• _Data in this exercise_

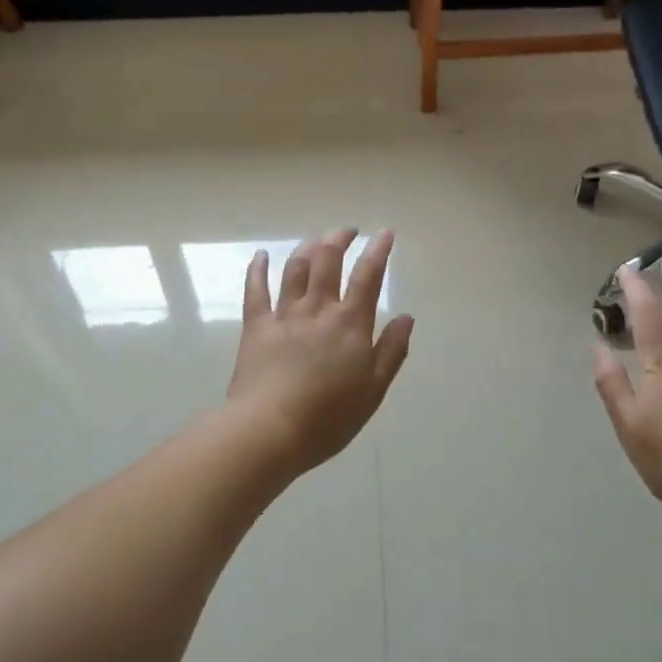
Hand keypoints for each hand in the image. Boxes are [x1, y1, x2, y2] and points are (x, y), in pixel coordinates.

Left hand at [228, 229, 414, 472]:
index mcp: (349, 324)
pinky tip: (261, 255)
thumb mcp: (373, 390)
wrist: (269, 431)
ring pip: (296, 268)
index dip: (378, 250)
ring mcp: (284, 315)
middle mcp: (318, 309)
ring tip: (316, 240)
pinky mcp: (256, 326)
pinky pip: (255, 290)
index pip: (367, 276)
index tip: (385, 232)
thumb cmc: (328, 417)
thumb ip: (392, 350)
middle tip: (348, 231)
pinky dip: (258, 269)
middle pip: (328, 260)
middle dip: (339, 239)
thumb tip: (406, 316)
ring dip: (308, 248)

• _Instructions to follow_
Your answer must be an exact repeat of the records above, with no pictures in it.

• _Task output_
Hand keypoints for each hand in the image. Boxes are [x1, y1, x2, y2] and points are (x, y), in pixel coordinates.

Left hand at [228, 229, 414, 472]:
index mcp: (349, 324)
pinky tip: (261, 255)
thumb mcp: (373, 390)
wrist: (269, 431)
ring pip: (296, 268)
index dip: (378, 250)
ring mcp: (284, 315)
middle mcp: (318, 309)
ring tip: (316, 240)
pinky mcp: (256, 326)
pinky pip: (255, 290)
index pip: (367, 276)
index tip: (385, 232)
thumb cmc: (328, 417)
thumb ip: (392, 350)
middle tip: (348, 231)
pinky dip: (258, 269)
middle pip: (328, 260)
middle dip: (339, 239)
thumb tip: (406, 316)
ring dip: (308, 248)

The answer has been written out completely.